The NPCC SSP is a public document designed to provide details of how and when the police will respond to security system activations. It also sets out the technical and procedural requirements that the private security industry, involved in providing the installation, maintenance and monitoring of such systems, must follow in order to gain a police response to a security system on behalf of their customers.

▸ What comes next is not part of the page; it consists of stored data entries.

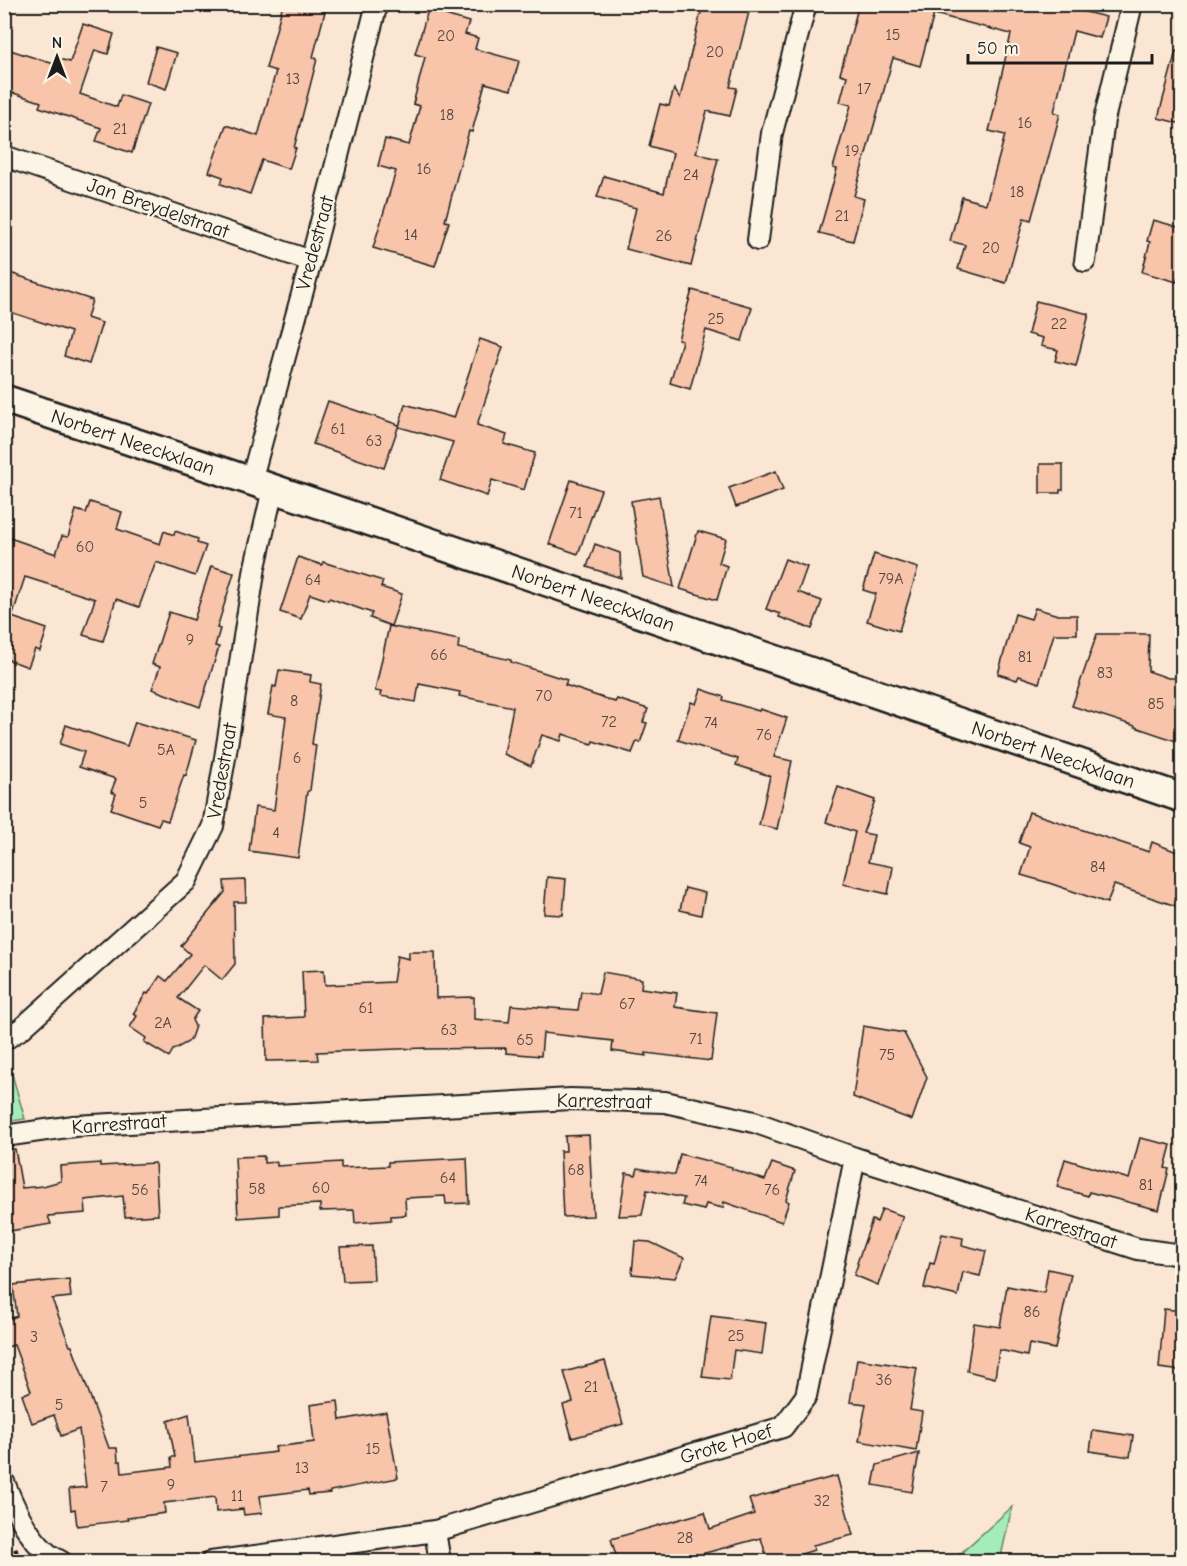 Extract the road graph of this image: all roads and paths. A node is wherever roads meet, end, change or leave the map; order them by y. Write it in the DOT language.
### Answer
graph roads {
  1 [pos="376,4"];
  2 [pos="806,4"];
  3 [pos="1132,4"];
  4 [pos="4,156"];
  5 [pos="758,240"];
  6 [pos="311,261"];
  7 [pos="1085,261"];
  8 [pos="4,399"];
  9 [pos="262,485"];
  10 [pos="1182,798"];
  11 [pos="4,1040"];
  12 [pos="4,1136"];
  13 [pos="855,1158"];
  14 [pos="1182,1255"];
  15 [pos="4,1482"];
  16 [pos="435,1531"];
  17 [pos="62,1562"];
  18 [pos="211,1562"];
  19 [pos="440,1562"];
  1 -- 6 [label="street, Vredestraat"];
  2 -- 5 [label="street"];
  3 -- 7 [label="street"];
  4 -- 6 [label="street, Jan Breydelstraat"];
  6 -- 9 [label="street, Vredestraat"];
  8 -- 9 [label="main road, Norbert Neeckxlaan"];
  9 -- 10 [label="main road, Norbert Neeckxlaan"];
  9 -- 11 [label="street, Vredestraat"];
  12 -- 13 [label="street, Karrestraat"];
  13 -- 14 [label="street, Karrestraat"];
  13 -- 16 [label="street, Grote Hoef"];
  15 -- 17 [label="street"];
  16 -- 18 [label="street, Grote Hoef"];
  16 -- 19 [label="street"];
}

The objectives of the policy can be summarised as follows:
- To reduce the number of false calls passed to the police
- To provide an immediate police response to compliant security systems
- To provide guidance to the public and security companies on police response to non-compliant systems
- To place responsibility for compliance with the policy on a UKAS (United Kingdom Accreditation Service) accredited certification body. Enforcement of standards is not a police function
- To achieve a unified approach to the administration process
Installers who wish to be compliant with police forces in order to install, maintain and monitor security systems for police response must:
- First of all be certified in accordance with the policy by a certification body accredited by UKAS. Details of such bodies can be found in Appendix ‘H’ of the Security Systems Policy
- When accredited, the security company needs to apply to the home force where its principal operating/registered office is based requesting to be placed on that force’s compliant list of companies. The letter of application must be accompanied with Appendix ‘B’ and Appendix ‘C’ of the policy
- Once a company has been accepted by their home force, they can then request, in writing, to be placed on the compliant list of any other force (resubmitting Appendix ‘B’).